Exercise input: Begin
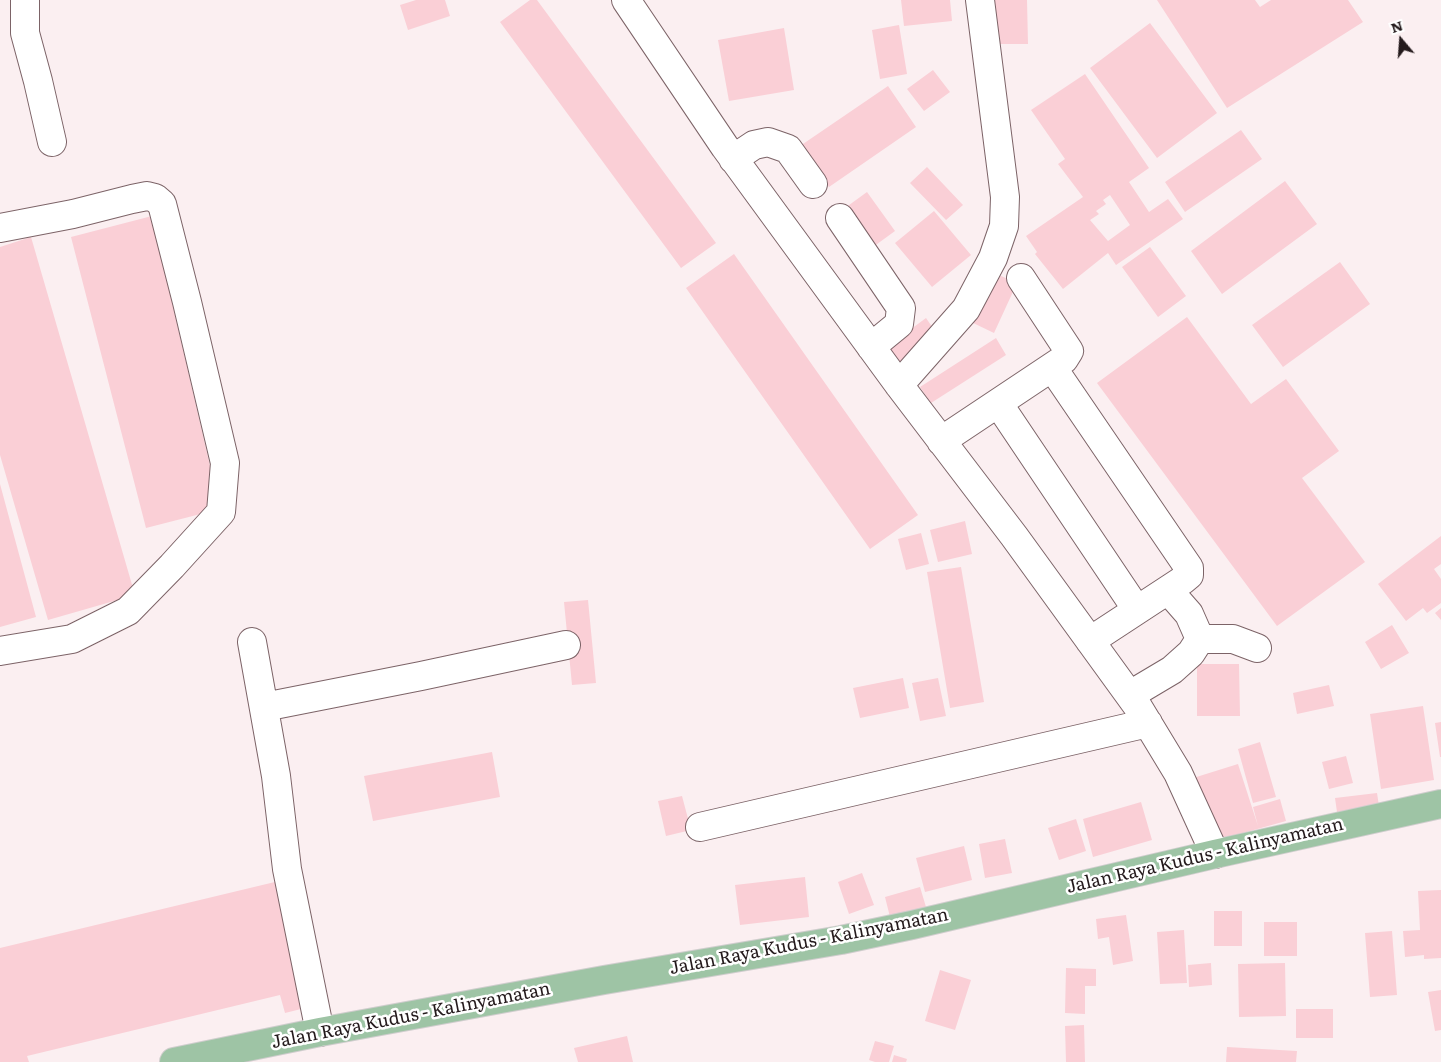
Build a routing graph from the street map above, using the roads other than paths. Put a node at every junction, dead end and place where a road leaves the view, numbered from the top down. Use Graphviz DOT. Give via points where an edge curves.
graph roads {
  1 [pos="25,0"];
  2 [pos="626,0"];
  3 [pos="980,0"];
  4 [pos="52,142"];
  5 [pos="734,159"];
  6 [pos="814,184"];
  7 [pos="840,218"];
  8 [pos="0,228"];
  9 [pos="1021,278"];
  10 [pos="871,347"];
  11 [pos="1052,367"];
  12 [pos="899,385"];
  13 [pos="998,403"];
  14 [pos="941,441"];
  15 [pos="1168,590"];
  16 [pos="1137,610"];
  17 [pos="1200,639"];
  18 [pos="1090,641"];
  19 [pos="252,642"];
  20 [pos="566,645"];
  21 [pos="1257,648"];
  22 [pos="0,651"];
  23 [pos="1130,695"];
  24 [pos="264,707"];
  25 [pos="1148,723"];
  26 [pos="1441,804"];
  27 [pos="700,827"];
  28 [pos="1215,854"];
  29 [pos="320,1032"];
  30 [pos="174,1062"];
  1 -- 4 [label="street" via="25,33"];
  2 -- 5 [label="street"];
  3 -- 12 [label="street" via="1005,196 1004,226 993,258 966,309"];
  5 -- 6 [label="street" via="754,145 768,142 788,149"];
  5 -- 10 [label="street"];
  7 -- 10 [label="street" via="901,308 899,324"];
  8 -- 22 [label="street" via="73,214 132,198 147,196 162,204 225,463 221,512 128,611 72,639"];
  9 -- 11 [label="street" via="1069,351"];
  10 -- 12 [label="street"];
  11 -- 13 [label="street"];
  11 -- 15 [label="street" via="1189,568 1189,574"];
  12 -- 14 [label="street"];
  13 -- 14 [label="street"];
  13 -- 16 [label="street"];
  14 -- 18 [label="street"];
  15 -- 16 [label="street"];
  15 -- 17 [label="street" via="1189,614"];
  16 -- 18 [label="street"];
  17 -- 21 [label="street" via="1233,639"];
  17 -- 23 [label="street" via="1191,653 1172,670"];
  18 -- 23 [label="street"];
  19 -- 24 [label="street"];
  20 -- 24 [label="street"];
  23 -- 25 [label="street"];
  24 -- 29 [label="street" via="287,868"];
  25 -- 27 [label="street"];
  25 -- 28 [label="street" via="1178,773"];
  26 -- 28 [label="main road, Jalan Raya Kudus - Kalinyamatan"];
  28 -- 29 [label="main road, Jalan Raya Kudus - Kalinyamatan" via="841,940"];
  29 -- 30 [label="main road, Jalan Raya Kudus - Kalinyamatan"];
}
Exercise input: End
Exercise — Write every line of the data out again exactly, leaving out all images.

Final answer —
Build a routing graph from the street map above, using the roads other than paths. Put a node at every junction, dead end and place where a road leaves the view, numbered from the top down. Use Graphviz DOT. Give via points where an edge curves.
graph roads {
  1 [pos="25,0"];
  2 [pos="626,0"];
  3 [pos="980,0"];
  4 [pos="52,142"];
  5 [pos="734,159"];
  6 [pos="814,184"];
  7 [pos="840,218"];
  8 [pos="0,228"];
  9 [pos="1021,278"];
  10 [pos="871,347"];
  11 [pos="1052,367"];
  12 [pos="899,385"];
  13 [pos="998,403"];
  14 [pos="941,441"];
  15 [pos="1168,590"];
  16 [pos="1137,610"];
  17 [pos="1200,639"];
  18 [pos="1090,641"];
  19 [pos="252,642"];
  20 [pos="566,645"];
  21 [pos="1257,648"];
  22 [pos="0,651"];
  23 [pos="1130,695"];
  24 [pos="264,707"];
  25 [pos="1148,723"];
  26 [pos="1441,804"];
  27 [pos="700,827"];
  28 [pos="1215,854"];
  29 [pos="320,1032"];
  30 [pos="174,1062"];
  1 -- 4 [label="street" via="25,33"];
  2 -- 5 [label="street"];
  3 -- 12 [label="street" via="1005,196 1004,226 993,258 966,309"];
  5 -- 6 [label="street" via="754,145 768,142 788,149"];
  5 -- 10 [label="street"];
  7 -- 10 [label="street" via="901,308 899,324"];
  8 -- 22 [label="street" via="73,214 132,198 147,196 162,204 225,463 221,512 128,611 72,639"];
  9 -- 11 [label="street" via="1069,351"];
  10 -- 12 [label="street"];
  11 -- 13 [label="street"];
  11 -- 15 [label="street" via="1189,568 1189,574"];
  12 -- 14 [label="street"];
  13 -- 14 [label="street"];
  13 -- 16 [label="street"];
  14 -- 18 [label="street"];
  15 -- 16 [label="street"];
  15 -- 17 [label="street" via="1189,614"];
  16 -- 18 [label="street"];
  17 -- 21 [label="street" via="1233,639"];
  17 -- 23 [label="street" via="1191,653 1172,670"];
  18 -- 23 [label="street"];
  19 -- 24 [label="street"];
  20 -- 24 [label="street"];
  23 -- 25 [label="street"];
  24 -- 29 [label="street" via="287,868"];
  25 -- 27 [label="street"];
  25 -- 28 [label="street" via="1178,773"];
  26 -- 28 [label="main road, Jalan Raya Kudus - Kalinyamatan"];
  28 -- 29 [label="main road, Jalan Raya Kudus - Kalinyamatan" via="841,940"];
  29 -- 30 [label="main road, Jalan Raya Kudus - Kalinyamatan"];
}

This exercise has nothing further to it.